Pour un design des politiques publiques

designdespolitiquespubliqueslivreDesign et politique : voilà deux mots qui ressemblent à la rencontre d’un parapluie et d’une machine à coudre sur une table de dissection. C’est pourtant ces deux termes qui fondent la 27e Région, ce laboratoire d’innovation publique lancé début 2008, avec le soutien de l’Association des régions de France, la Caisse des Dépôts, la Commission européenne, et incubée à la Fing.

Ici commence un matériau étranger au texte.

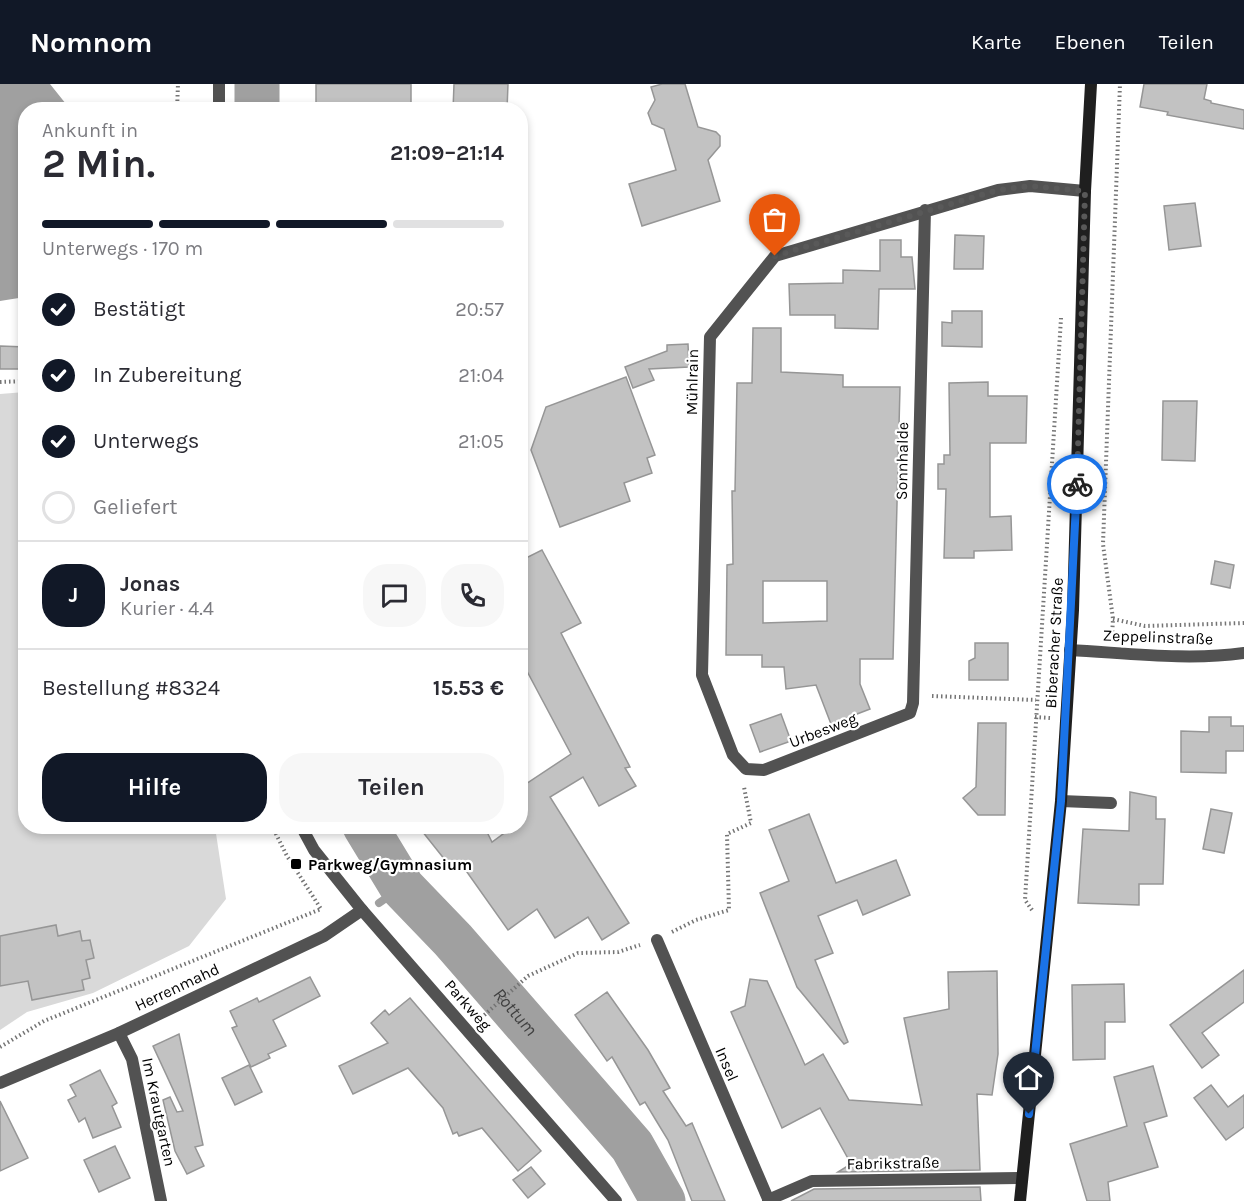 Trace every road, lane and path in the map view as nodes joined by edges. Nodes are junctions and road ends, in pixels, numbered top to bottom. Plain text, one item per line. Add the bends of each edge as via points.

Ce sont aussi les deux termes qui composent le titre du livre que ce laboratoire vient de publier à la Documentation Française : Design des politiques publiques, ce qui consiste, comme l’explique le designer Romain Thévenet, chargé de mission dans ce laboratoire en avant-propos de l’ouvrage, à appliquer une démarche créative méthodique à la façon de faire de la politique. « Notre démarche consiste à imaginer une « conception » de l’action publique – au sens où l’entend l’innovation sociale, c’est à dire de repenser les systèmes « avec et pour les gens ».

A l’occasion de la parution du livre nous publions l’avant-propos signé Stéphane Vincent, directeur de ce laboratoire « de transformation publique » – rien de moins ! – qui revient sur le rôle et le sens de la 27e Région.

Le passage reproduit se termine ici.